The third-quarter domestic of product numbers last Friday provided the currency some support; as this currency has been plagued by increasing suspicion on the reliability of Britain’s economic recovery in facing the degenerating outlook in Europe.
Judging by other surveys already released; the retail sales numbers, maybe supportive of the milder growth outlook that has led investors to expect a first increased in interest rates for the 2nd half of next year.
It is the most significant loss of sterling within eight months versus the euro for last week following back the re-pricing of expectations on rates
The ECB acquired covered bonds from Italy under its program of purchasing assets.
Debt from Intesa San Paolo SPA Banking Group in Turin was part of the acquisitions.
The ECB purchased short-dated currency notes from France at BNP Paribas SA as well as Societe Generale SA. It also got securities (Spain) from other lending facilities yesterday.
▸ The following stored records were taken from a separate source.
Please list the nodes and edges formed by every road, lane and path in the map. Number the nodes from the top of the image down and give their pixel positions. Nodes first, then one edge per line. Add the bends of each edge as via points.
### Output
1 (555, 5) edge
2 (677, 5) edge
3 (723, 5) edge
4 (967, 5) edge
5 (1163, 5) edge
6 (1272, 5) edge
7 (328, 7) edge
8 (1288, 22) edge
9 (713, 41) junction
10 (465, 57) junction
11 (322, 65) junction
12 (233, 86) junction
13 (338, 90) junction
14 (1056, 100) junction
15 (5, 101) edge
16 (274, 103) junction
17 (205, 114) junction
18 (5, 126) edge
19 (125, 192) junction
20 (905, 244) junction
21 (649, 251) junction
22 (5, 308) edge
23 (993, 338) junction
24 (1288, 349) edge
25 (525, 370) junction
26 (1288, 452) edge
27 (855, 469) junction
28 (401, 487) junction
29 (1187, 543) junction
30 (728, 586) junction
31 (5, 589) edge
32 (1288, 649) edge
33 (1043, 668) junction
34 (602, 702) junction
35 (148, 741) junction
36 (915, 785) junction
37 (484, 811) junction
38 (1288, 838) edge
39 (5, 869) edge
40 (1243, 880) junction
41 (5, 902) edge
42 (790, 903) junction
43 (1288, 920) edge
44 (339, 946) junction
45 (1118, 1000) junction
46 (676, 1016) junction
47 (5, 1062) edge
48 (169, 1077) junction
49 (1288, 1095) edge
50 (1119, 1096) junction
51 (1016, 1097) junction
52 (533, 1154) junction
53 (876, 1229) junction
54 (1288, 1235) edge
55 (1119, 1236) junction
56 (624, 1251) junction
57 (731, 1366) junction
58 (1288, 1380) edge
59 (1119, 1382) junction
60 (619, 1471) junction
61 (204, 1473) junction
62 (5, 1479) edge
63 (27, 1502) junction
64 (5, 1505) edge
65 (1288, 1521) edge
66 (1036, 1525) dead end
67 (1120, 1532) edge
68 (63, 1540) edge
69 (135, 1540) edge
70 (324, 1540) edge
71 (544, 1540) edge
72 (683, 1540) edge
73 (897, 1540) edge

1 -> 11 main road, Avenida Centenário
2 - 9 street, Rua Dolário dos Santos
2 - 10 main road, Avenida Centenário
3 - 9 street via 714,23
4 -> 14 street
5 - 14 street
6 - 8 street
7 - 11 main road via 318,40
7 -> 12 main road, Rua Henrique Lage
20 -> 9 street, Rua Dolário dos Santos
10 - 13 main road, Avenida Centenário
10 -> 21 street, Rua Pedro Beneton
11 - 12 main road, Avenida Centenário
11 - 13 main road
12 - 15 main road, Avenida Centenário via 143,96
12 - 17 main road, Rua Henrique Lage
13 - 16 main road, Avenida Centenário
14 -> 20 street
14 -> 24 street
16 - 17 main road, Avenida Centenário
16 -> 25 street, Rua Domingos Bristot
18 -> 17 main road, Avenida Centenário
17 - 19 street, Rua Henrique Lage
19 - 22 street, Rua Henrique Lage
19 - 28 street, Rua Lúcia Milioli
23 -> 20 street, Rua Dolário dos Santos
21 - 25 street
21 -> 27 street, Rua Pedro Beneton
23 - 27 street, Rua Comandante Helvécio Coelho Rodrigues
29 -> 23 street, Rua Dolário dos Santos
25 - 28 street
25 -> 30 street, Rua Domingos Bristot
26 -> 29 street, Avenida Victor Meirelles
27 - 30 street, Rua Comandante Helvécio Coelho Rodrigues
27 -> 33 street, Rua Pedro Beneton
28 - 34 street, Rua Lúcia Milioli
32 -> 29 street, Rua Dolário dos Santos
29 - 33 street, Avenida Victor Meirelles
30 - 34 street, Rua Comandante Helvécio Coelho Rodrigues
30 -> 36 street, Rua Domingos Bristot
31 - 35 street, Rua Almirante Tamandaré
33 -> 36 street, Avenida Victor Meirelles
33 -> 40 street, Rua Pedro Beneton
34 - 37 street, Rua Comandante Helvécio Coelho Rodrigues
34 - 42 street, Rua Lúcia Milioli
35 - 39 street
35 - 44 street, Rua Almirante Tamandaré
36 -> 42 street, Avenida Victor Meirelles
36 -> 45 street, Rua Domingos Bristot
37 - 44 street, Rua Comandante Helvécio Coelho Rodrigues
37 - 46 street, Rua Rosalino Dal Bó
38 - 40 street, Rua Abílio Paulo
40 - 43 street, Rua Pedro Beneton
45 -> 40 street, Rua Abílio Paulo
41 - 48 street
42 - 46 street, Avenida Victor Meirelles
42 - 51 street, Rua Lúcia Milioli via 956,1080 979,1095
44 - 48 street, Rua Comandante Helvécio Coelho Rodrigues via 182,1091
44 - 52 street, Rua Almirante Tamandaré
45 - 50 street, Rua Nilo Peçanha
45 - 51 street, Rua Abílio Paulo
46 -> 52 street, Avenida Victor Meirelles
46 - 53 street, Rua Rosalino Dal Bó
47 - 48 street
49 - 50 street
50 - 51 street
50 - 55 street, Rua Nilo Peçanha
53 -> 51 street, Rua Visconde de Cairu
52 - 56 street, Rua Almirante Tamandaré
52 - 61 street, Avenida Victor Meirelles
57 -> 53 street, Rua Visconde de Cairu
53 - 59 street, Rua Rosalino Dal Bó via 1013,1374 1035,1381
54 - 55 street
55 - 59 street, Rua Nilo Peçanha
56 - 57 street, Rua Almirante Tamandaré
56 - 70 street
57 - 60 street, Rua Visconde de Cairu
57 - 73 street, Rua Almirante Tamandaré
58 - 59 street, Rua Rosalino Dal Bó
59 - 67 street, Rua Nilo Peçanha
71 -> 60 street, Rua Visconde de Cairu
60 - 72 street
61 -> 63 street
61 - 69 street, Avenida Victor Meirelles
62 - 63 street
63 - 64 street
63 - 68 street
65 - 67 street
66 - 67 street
The ECB got involved in the 2.6 trillion-euro bond market after the central bank president divulged plans to shore up access of private corporations and households to such financing. The ECB also included asset-backed securities in said program. Central Bank President Mario Draghi seeks to increase the bank’s balance sheet by up to 1 trillion euro to hold off deflation in the euro region.
It is widely believed that these bond purchases are designed to utilize quantitative easing in the EU and augment the ECB’s own balance sheet. These purchases are not complicated compared to acquiring government bonds.
The governing council of the European Central Bank is not thinking about purchasing corporate bonds, according to anonymous officials of the institution. The spokesperson of the ECB did not make any reaction to this claim.
The standard profit on euro-denominated covered bonds went down two basis points which was 0.54 percent. It approached a record low of 0.49 percent which was set last October 15.